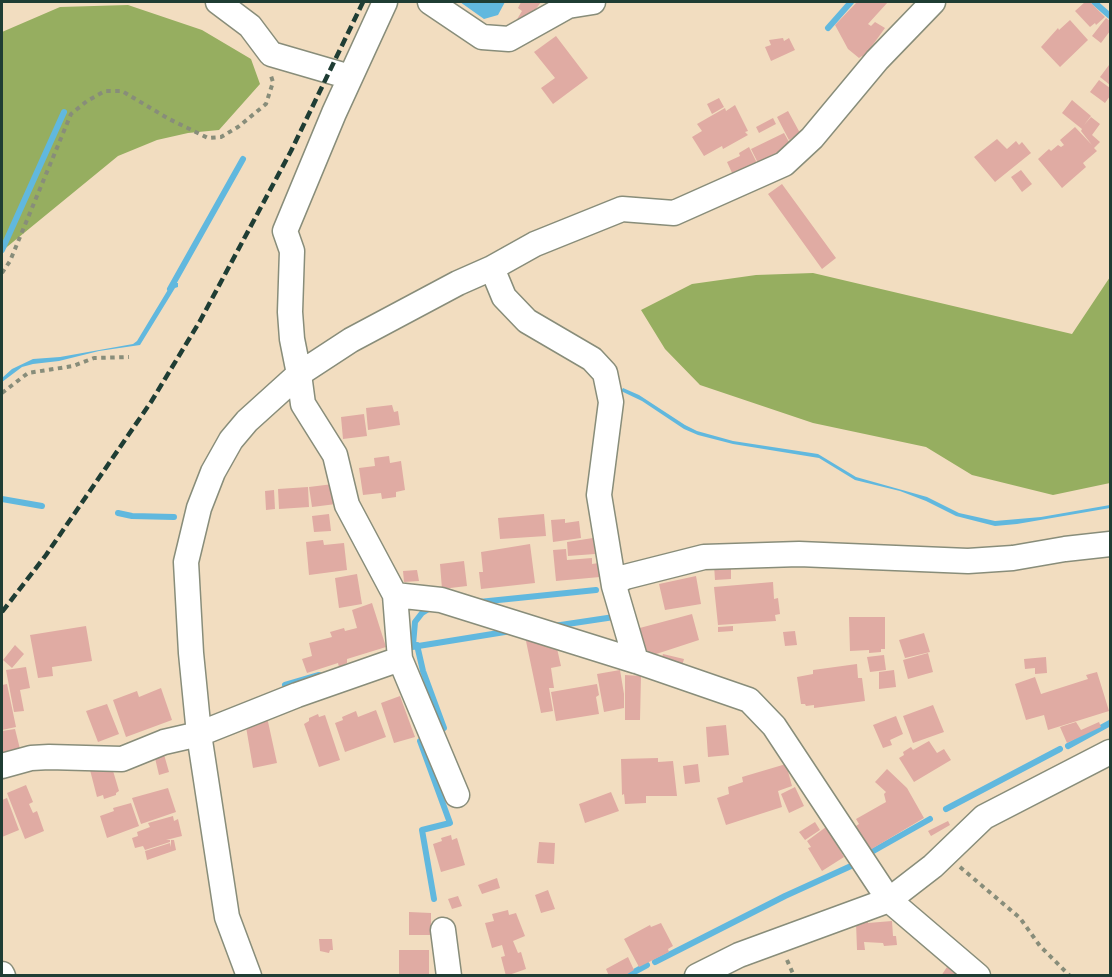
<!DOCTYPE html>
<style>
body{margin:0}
#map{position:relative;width:1112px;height:977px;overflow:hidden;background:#f2ddc0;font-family:"Indie Flower",sans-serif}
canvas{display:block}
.frame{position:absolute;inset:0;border:3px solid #1f3d34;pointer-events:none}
</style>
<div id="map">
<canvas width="1112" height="977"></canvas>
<div class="frame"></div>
</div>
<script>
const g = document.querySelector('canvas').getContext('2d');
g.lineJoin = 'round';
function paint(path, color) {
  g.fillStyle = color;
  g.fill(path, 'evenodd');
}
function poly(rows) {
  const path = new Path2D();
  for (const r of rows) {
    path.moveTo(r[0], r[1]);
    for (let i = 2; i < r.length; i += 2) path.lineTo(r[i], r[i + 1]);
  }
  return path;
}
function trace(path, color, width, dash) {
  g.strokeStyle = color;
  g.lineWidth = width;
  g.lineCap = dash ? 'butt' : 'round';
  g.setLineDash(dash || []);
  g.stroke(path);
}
paint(poly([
 [128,5,202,30,251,59,260,84,219,130,188,133,157,140,118,156,2,251,2,32,60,7],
 [813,273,1072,334,1110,277,1110,483,1053,495,972,475,926,447,813,423,700,385,665,349,641,310,692,284,756,275]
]), '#96ae60');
paint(poly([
 [460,2,505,2,498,15,484,19],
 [172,283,178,283,178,287,175,288,140,345,99,351,59,361,33,364,22,367,2,382,2,378,12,369,33,359,60,357,133,344,137,341],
 [623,388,639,395,685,425,697,431,733,441,818,454,856,477,927,497,959,513,995,521,1041,517,1110,505,1110,508,1017,524,995,526,956,516,926,501,900,491,855,480,819,458,733,444,698,435,684,429,642,401,621,391]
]), '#61b8de');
trace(poly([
 [1094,2,1110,16],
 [828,28,851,2],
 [2,250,64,112],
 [170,289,243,159],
 [2,499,42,506],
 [118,513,132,516,174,517],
 [479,602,596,590],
 [554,626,614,617,615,614],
 [413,645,415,622,422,613,430,608],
 [417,645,423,671,444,728,441,730],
 [406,648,511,631],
 [287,689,285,685,319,675],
 [423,740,420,741,450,823,422,830,434,899],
 [1068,746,1110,723],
 [946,809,1060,749],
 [868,854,930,819],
 [655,962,785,896,851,866],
 [627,976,647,965]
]), '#61b8de', 6);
paint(poly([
 [521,2,541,2,523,27,516,21,522,11,518,8],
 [857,2,888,2,868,24,871,26,875,22,885,28,864,57,862,56,859,58,848,49,835,25],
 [1085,2,1090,2,1105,17,1096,25,1095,23,1090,27,1075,11],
 [1106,18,1110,21,1110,31,1101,43,1092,36],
 [1070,20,1088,40,1060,67,1041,47,1058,28,1059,30],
 [556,36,588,78,553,104,541,88,555,78,534,52],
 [783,38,784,41,789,38,795,50,771,61,765,47,771,45,769,40],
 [1109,65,1110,66,1110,85,1100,77],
 [1099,80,1110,88,1110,96,1105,103,1090,92],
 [719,98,724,107,712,114,707,104],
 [1072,100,1091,116,1084,125,1091,117,1100,124,1092,135,1100,142,1094,148,1097,151,1083,163,1086,167,1062,188,1038,159,1049,149,1051,151,1058,145,1061,147,1064,145,1060,140,1075,127,1092,145,1081,131,1082,129,1062,113],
 [735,105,748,131,745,132,748,135,723,149,722,146,704,156,692,137,702,131,697,124,725,108,726,111],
 [788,111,800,133,789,140,777,117],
 [773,118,776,124,759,133,756,127],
 [784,133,789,142,780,151,758,163,751,149],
 [997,139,1007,149,1016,141,1019,145,1022,142,1031,153,995,182,974,157],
 [749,147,757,163,733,175,727,162,740,156,739,153],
 [1021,170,1032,184,1022,192,1011,177],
 [782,184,836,258,822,269,768,194],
 [392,405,394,412,398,411,400,425,368,430,366,408],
 [364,414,367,436,343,439,341,417],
 [389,456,390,463,401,461,405,490,396,492,396,497,382,499,381,493,363,495,359,468,375,466,374,458],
 [333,484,336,504,312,507,309,487],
 [308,487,309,507,279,509,278,489],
 [274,490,275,509,266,510,265,491],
 [329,514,331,531,314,532,312,516],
 [544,514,546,536,500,539,498,518],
 [565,519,565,523,579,521,581,538,553,542,551,520],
 [593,538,595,554,568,556,567,542],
 [323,540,324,545,344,543,347,570,309,575,306,542],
 [530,544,535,583,481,589,479,572,483,572,481,552],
 [566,549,567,560,592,558,592,564,599,563,600,577,556,581,553,550],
 [464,561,467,586,442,589,440,564],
 [731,564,731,579,715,580,714,565],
 [417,570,419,581,404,582,403,571],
 [357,574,362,604,339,608,335,578],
 [696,576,701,604,665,610,659,584],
 [773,582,774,599,778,598,780,614,775,615,776,621,718,625,714,587],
 [372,603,386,647,347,659,347,663,339,667,338,663,307,673,302,659,312,656,309,643,332,637,330,632,344,628,345,631,357,628,352,610],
 [692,614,699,640,647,657,636,629],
 [849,617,885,617,885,649,881,649,881,652,869,653,869,650,850,651],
 [86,626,92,661,52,667,53,676,38,678,30,635],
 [733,626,733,631,718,632,718,627],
 [795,631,797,645,785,646,783,632],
 [924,633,930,652,905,658,899,640],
 [536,638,556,644,561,666,551,668,554,688,549,688,553,711,541,713,526,641],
 [15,645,24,654,12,668,3,660],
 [928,653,933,672,908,679,903,660],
 [663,654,684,659,682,666,661,660],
 [884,655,886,670,870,672,867,657],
 [1046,657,1047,673,1035,674,1035,668,1025,669,1024,659],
 [857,664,858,678,862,678,865,701,814,708,814,705,806,706,805,704,801,704,797,677,813,674,813,670],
 [26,667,30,688,20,690,24,711,14,712,6,670],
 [620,670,624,694,624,708,604,712,597,674],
 [894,670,896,687,879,689,879,672],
 [1097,672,1109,711,1048,730,1044,715,1026,720,1015,684,1035,677,1041,694,1088,679,1086,675],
 [625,675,641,676,640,720,625,720],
 [7,684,16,727,2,730,2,685],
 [597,684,599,695,596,697,599,714,556,721,551,692],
 [161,688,172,720,126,737,113,700,137,691,139,697],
 [400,696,415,737,394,743,381,703],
 [107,704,119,734,98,742,86,711],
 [933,705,944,732,913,743,903,716],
 [376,710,386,737,345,752,335,723,343,720,342,717,356,711,358,717],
 [318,714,319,717,325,715,340,760,319,767,304,724,309,721,309,718],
 [896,716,903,734,890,740,892,745,883,748,873,725],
 [267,717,277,763,253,768,245,721],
 [1076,722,1081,730,1099,722,1101,727,1067,743,1060,727],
 [726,725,729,755,708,757,706,727],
 [15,729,20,749,2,753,2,731],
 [929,741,937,753,944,749,951,760,914,782,899,758,904,755,903,752,911,747,913,750],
 [163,751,169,772,159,775,154,754],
 [658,758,658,762,673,761,677,796,646,796,646,803,625,804,624,794,622,795,621,759],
 [111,764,119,791,116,793,116,795,104,799,103,795,97,797,90,770],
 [698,764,700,782,685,784,683,766],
 [786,764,792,786,778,791,782,807,726,825,717,798,729,794,728,787,743,782,742,777],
 [887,769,907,788,924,818,870,850,867,844,863,846,853,828,859,824,856,819,886,802,884,794,886,792,875,782],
 [26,785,33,802,29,804,33,813,37,811,44,831,25,839,7,793],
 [795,787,804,806,789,813,781,794],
 [168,788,176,812,141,824,132,798],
 [611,792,619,811,585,823,579,804],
 [7,798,19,830,2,837,2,800],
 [131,803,139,826,107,838,100,816,114,811,113,808],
 [173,816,174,821,178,819,182,836,166,840,170,840,170,842,145,850,143,846,135,848,132,838,138,836,137,832,150,827,148,823],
 [948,821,950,825,931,836,928,831],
 [815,822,820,830,805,840,799,832],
 [826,827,844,857,822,871,808,848,811,847,807,841],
 [451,835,452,840,457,838,465,865,441,872,433,844,442,841,441,838],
 [171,840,174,840,176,850,147,860,145,851,170,843,171,847],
 [539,842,555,843,554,864,537,863],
 [497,878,500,888,482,894,478,885],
 [548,890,555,909,541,913,535,895],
 [458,896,462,906,452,909,448,899],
 [508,910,509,915,516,913,525,936,513,941,518,953,521,952,526,969,506,976,501,957,505,956,502,945,492,948,485,923,494,921,492,914],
 [409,912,431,913,431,935,409,935],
 [868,921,868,923,892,921,893,936,896,936,897,945,884,946,883,943,864,942,865,950,857,950,856,922],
 [661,923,673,946,668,949,669,952,639,967,624,939,650,925,651,927],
 [319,939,332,939,333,950,330,950,329,953,320,951],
 [399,950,429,950,429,976,399,976],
 [628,957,634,970,624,976,609,976,606,969],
 [947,967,958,976,941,976]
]), '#e0aba3');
const minor = poly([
 [218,2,250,26,271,54,350,77],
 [430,2,482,37,509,39,568,6,593,2],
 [614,584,625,577,704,557,799,554,968,561,1013,558,1065,549,1110,544],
 [395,595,441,600,636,661,749,700,774,726,889,900,978,976],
 [400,659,457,795],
 [636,661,614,586,599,495,611,402,605,373,592,359,527,321,504,297,492,268,535,244,622,209,674,213,784,164,812,138,877,60,933,2],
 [2,766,31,758,49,757,122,759,164,742,199,734,297,695,400,659,395,595,347,505,335,455,303,404,299,374,292,339,290,312,292,251,285,231,334,113,385,2],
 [443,930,449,976],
 [2,974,3,976],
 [249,976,227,917,199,734,191,653,186,562,199,508,213,472,231,440,247,421,299,374,351,340,458,283,492,268],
 [697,976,739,955,889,900,933,866,984,817,1110,752]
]);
trace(minor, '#888d7a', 27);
trace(poly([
 [2,273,10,261,71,114,87,101,105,91,122,91,169,119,208,138,221,137,238,127,266,104,273,82,271,76],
 [2,393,28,373,73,366,94,358,129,357],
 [960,867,1020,918,1040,946,1070,976],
 [787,960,794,976]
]), '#888d7a', 4, [4.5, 4.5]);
trace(minor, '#fff', 24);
trace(poly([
 [2,612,46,555,151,402,200,321,291,151,363,2]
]), '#1f3d34', 4.5, [9, 4.5]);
</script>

Your assignment
Which lines in the records above include the word "rows"? Copy them out.

Reply to the task
function poly(rows) {
  for (const r of rows) {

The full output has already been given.